Para as duas repórteres, passar uma noite entrevistando garotas de programa foi inesquecível. “Saímos de uma vidinha protegida e fomos para a rua Augusta, de madrugada, entrevistar prostitutas. Isso abre a cabeça e tira o preconceito”, relata Daniella. Mariana concorda: “Eu as julgava mal antes de conhecê-las e aprendi a respeitar mais o trabalho delas. Foi uma quebra de tabu, com certeza”.
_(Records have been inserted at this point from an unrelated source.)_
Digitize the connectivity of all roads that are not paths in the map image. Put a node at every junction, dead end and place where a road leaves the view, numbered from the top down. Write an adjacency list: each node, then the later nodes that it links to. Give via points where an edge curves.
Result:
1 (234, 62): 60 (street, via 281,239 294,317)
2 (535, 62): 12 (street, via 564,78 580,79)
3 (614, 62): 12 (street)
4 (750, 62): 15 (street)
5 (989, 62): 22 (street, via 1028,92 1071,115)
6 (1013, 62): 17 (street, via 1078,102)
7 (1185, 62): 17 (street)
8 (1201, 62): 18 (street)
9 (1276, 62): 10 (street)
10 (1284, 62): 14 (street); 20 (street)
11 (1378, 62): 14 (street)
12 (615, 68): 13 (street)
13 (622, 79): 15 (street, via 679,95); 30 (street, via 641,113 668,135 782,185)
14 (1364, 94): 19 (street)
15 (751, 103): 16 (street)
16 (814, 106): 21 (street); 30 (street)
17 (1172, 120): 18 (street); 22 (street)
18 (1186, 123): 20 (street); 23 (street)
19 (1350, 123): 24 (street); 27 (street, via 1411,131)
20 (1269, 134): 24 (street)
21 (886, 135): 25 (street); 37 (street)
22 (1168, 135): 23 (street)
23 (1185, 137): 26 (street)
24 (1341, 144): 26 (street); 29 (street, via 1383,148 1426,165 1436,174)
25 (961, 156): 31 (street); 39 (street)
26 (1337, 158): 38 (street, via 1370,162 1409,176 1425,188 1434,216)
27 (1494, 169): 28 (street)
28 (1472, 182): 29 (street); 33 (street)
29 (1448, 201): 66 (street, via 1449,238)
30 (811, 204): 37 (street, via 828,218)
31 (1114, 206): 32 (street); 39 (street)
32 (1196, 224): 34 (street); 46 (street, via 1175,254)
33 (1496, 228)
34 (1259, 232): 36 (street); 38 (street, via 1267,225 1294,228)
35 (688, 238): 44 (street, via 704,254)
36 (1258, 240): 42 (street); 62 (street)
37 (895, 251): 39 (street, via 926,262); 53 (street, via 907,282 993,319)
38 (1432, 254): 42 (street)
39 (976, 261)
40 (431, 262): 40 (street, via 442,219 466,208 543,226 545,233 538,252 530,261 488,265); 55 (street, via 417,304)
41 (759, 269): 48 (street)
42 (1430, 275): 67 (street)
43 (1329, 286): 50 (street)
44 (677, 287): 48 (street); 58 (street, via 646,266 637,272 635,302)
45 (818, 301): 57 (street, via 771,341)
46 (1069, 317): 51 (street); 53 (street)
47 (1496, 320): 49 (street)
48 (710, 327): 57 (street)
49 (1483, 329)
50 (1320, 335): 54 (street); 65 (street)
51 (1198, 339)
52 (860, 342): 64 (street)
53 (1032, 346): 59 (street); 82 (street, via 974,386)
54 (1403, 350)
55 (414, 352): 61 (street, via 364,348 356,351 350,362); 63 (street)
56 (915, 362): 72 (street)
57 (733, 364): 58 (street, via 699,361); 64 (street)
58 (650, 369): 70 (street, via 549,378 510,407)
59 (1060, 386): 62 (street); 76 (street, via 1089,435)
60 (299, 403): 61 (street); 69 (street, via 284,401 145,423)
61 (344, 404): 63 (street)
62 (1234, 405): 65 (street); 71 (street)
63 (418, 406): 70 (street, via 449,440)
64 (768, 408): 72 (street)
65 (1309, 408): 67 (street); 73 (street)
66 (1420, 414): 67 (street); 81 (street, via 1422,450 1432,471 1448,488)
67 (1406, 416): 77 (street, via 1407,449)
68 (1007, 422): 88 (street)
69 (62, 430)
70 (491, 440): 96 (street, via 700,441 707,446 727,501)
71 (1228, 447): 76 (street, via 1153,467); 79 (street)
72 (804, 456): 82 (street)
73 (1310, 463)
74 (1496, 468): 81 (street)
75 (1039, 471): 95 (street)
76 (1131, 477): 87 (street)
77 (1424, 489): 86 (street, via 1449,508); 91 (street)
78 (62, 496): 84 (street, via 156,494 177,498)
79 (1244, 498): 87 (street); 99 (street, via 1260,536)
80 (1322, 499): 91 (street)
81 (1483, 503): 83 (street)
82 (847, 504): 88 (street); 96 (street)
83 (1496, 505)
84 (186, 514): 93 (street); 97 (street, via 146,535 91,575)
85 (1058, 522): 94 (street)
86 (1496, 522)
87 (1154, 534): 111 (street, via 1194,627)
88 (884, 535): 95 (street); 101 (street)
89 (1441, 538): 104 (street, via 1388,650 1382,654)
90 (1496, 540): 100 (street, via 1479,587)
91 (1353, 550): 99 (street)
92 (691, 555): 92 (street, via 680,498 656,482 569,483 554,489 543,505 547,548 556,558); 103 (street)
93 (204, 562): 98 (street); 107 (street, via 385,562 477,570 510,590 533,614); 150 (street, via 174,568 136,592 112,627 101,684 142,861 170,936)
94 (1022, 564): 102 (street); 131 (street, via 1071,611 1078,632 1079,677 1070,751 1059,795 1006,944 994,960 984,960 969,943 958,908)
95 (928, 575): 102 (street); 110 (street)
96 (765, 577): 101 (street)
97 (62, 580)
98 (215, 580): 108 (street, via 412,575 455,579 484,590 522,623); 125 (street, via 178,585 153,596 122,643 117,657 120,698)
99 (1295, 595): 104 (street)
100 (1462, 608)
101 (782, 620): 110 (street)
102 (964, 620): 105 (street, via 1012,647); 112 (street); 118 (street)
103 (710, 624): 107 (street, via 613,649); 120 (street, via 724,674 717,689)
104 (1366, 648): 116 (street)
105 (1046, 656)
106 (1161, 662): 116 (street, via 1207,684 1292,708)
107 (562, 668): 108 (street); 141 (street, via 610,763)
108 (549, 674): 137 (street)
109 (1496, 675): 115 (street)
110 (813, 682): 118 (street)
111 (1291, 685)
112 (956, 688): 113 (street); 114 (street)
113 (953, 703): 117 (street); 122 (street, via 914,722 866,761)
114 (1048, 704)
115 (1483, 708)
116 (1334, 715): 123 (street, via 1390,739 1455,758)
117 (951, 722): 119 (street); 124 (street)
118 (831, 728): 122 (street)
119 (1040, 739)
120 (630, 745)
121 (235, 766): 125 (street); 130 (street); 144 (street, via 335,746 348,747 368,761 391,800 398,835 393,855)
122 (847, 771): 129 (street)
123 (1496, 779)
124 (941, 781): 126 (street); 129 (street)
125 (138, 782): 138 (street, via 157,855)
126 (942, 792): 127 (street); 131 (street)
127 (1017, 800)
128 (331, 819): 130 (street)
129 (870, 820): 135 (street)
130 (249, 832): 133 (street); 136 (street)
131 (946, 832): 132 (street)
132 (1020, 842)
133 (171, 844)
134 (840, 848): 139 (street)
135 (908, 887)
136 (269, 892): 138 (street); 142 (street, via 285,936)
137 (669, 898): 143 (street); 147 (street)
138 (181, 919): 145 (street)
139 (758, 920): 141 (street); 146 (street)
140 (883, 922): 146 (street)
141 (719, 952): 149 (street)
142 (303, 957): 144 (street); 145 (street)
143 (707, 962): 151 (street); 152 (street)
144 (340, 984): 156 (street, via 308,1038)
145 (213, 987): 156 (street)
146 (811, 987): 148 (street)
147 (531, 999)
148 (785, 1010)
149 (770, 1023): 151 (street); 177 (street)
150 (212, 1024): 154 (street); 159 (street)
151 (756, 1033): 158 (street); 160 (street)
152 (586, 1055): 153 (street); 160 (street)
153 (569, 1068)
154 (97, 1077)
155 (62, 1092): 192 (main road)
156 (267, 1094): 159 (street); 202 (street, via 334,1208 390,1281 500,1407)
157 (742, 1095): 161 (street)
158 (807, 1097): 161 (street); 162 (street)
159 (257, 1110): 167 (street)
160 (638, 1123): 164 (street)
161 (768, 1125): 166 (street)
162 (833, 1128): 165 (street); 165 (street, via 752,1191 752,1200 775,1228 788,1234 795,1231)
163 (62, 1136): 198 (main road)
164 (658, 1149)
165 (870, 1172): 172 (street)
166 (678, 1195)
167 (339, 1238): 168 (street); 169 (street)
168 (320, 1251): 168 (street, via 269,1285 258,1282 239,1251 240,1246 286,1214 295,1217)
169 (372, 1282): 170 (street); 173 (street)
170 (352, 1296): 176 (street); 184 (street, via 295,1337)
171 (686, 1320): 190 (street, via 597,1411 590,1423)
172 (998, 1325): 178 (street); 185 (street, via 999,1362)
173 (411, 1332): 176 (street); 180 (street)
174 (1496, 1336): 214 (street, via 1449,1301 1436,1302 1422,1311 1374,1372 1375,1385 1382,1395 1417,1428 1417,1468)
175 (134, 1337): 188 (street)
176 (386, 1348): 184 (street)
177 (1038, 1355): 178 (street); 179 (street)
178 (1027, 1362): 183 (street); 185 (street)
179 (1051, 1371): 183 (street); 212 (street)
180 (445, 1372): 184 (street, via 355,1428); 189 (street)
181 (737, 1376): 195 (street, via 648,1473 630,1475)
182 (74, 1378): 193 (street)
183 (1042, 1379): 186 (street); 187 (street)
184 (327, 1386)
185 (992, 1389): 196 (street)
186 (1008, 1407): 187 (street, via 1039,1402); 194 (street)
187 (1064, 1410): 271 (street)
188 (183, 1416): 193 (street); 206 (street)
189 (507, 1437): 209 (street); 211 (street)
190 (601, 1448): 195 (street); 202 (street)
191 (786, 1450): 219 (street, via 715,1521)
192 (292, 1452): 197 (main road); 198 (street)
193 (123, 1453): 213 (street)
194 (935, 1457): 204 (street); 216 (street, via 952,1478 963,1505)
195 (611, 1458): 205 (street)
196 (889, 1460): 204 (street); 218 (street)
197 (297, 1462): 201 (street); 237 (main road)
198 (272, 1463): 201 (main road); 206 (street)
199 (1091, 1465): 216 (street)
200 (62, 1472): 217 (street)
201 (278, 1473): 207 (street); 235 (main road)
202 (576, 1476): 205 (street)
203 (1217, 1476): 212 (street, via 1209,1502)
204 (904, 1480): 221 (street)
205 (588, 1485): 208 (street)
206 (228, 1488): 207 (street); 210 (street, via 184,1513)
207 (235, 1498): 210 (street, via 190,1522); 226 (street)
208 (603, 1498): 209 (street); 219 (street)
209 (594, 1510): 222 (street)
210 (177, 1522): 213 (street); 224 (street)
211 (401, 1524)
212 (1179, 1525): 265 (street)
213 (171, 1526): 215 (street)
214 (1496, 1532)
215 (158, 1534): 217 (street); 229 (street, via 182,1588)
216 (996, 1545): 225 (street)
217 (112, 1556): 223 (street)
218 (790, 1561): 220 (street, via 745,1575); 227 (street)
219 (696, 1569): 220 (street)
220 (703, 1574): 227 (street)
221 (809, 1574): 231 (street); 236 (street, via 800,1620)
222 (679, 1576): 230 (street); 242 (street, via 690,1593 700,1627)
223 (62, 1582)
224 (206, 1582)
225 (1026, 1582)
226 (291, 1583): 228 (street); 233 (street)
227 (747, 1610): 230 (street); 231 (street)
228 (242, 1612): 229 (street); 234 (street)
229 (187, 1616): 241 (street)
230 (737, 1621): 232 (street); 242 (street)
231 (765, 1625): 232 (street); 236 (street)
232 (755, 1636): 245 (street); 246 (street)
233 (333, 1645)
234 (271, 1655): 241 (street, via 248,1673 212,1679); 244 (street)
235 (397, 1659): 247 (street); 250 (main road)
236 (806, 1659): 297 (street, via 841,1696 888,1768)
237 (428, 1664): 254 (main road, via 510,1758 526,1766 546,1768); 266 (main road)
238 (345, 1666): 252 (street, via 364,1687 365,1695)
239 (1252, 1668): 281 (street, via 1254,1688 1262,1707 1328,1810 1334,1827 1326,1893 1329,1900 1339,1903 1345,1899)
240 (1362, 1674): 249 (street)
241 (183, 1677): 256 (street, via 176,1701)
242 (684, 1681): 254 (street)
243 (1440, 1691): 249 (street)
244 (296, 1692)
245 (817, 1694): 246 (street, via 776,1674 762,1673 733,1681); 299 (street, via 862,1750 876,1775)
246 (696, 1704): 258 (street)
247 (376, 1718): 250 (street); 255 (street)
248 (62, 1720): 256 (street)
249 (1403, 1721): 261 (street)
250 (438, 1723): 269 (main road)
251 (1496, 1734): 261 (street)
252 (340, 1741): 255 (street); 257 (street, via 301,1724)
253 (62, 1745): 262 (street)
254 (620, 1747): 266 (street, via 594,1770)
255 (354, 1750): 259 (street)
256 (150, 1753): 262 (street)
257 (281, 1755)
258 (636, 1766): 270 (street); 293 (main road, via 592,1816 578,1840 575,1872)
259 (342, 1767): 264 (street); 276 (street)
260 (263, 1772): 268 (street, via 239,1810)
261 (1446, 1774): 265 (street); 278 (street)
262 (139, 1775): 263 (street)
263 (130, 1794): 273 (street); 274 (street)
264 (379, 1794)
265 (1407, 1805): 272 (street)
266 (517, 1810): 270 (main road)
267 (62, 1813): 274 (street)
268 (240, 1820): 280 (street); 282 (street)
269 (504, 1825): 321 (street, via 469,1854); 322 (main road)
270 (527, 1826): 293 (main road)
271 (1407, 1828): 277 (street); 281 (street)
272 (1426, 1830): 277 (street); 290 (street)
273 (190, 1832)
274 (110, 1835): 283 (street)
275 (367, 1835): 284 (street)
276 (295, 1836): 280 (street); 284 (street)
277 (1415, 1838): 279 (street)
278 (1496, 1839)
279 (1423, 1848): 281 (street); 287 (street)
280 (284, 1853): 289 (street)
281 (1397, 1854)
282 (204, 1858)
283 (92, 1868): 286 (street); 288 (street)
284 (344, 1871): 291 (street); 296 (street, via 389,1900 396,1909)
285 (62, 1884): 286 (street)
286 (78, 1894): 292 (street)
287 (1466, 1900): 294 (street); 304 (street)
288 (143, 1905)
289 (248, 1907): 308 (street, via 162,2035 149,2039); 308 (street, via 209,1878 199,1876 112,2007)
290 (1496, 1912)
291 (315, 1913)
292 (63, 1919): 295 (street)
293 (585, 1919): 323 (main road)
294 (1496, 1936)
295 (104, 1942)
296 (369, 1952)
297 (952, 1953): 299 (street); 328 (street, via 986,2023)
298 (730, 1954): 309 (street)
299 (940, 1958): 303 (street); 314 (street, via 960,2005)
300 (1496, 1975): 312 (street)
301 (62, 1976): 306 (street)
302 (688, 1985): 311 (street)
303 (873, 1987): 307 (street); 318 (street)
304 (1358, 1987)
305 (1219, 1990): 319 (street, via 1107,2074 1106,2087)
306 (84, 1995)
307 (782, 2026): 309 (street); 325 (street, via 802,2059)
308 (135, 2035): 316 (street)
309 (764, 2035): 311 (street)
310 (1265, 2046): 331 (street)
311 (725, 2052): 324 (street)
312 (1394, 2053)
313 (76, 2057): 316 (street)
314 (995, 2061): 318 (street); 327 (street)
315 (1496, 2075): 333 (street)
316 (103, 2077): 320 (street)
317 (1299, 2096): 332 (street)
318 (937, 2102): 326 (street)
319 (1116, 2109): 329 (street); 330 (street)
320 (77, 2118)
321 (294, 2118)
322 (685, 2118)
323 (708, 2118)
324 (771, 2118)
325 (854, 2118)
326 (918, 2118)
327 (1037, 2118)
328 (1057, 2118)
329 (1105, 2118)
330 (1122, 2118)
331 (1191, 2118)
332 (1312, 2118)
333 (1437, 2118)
Barreiras internas e pessoais foram quebradas. Vencemos a timidez. Foi tudo uma questão de confiança em si mesmo. Sair do pequeno mundo em que vivemos foi uma das melhores coisas. “A gente ouviu muitas histórias de vida e de superação. Olhava para os problemas deles e pensava: é muita sorte ter tudo o que eu tenho”, comenta, emocionada, Marina Almeida, 19, relembrando sua matéria do Ceagesp.
Acreditar na nossa capacidade foi a chave do sucesso. Alunos que fazem o que amam, que colocam todas as forças num projeto e fazem isso acontecer – como esta revista, agora nas suas mãos, aconteceu.
Se repetiríamos a experiência? A resposta dos 19 alunos-repórteres é unânime: SIM!